Over the Rainbow is, therefore, his first good film. You can’t followed many actors anymore–even Meryl Streep throws you a curve these days–but it also gave me a nice introduction to Korean cinema. I go on and on about Korean films right after I watched one, then I say nothing about them for months, watch another and then go on and on for a while again. This film has a lot of problems. A lot of third act problems. It’s a cutesy mystery with a lot of flashbacks.
And some of the film doesn’t make sense. The flashbacks are to college, but it’s never specified how much time has elapsed since then to the story’s present period. It’s also predictable, but reminds me a great deal of the back of my old Sabrina (the remake) laserdisc. The conclusion is inevitable–you know what’s going to happen going in the door–but watching the film, seeing the people and their relationships develop–is what makes the experience rewarding.
Another review, somewhere I saw online because IMDb didn’t list writing credits, pointed out that, though Lee is good, the female lead, Jang Jin-Young, sort of walks off with the film. She’s excellent but the film coddles her for the first half or so, before you realize what’s going on. There’s nothing like watching a film and having no idea what you’re going to get in terms of a story. The last time I felt like that with an American film was Liberty Heights. And even though I had a rough idea what Over the Rainbow was about, I still got to experience it fresh. The only other way–besides foreign films–to get this feeling tends to be the “forgotten classic.” Wild River being my perfect example of that experience.

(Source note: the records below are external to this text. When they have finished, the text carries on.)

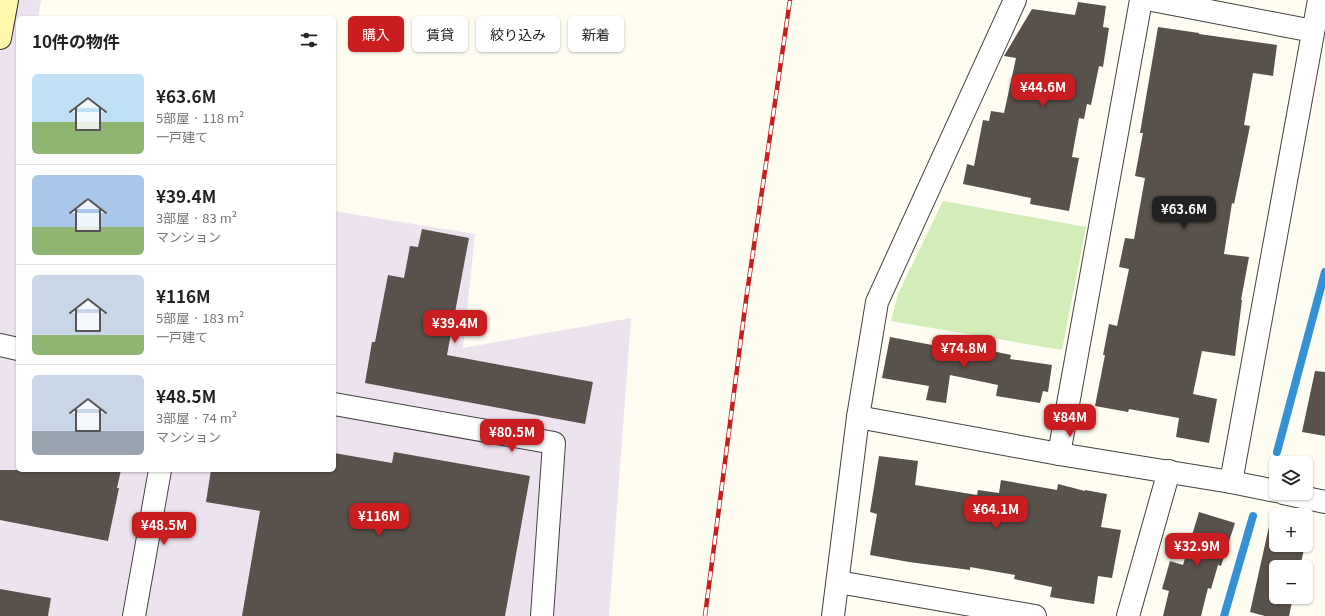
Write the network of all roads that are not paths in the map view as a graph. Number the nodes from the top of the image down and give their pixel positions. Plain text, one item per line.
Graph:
1 (7, 0) edge
2 (1015, 0) edge
3 (1141, 0) edge
4 (1152, 0) edge
5 (1319, 0) edge
6 (1313, 31) junction
7 (0, 38) edge
8 (0, 346) edge
9 (16, 349) edge
10 (336, 404) edge
11 (858, 418) junction
12 (1059, 454) junction
13 (1169, 471) junction
14 (160, 472) edge
15 (1231, 482) junction
16 (1269, 490) edge
17 (1313, 499) edge
18 (1325, 502) edge
19 (838, 582) junction
20 (134, 616) edge
21 (542, 616) edge
22 (833, 616) edge
23 (1034, 616) edge
24 (1128, 616) edge

1 - 7 main road
2 - 11 street
3 - 12 street
4 - 6 street
5 - 6 street
6 - 15 street
8 - 9 street
10 - 21 street
11 - 12 street
11 - 19 street
12 - 13 street
13 - 15 street
13 - 24 street
14 - 20 street
15 - 16 street
17 - 18 street
19 - 22 street
19 - 23 street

Warren Ellis, a decent comic book writer, said that he wasn’t all that impressed with Korean films because they were like Hollywood films, only not made by committee. Or something to that effect. I agree to a point, but Korean films seem to still love cinematic storytelling. They’re still excited about it. When Judy Garland sings “Over the Rainbow” and you lay it over some action, there’s power to it. Same with “Raindrops Keep Falling On My Head,” which the film does in another scene. Both these songs, if they appeared in an American film, would likely be redone by Madonna or Jennifer Lopez or something. They’d be jokes. Ha ha, look at these sentimental fools. The sentimental has an important place in cinema. The most sentimental moment in American cinema in last–what, ten years?–came in Magnolia of all films. Certainly not regularly recognized for its sentimentality.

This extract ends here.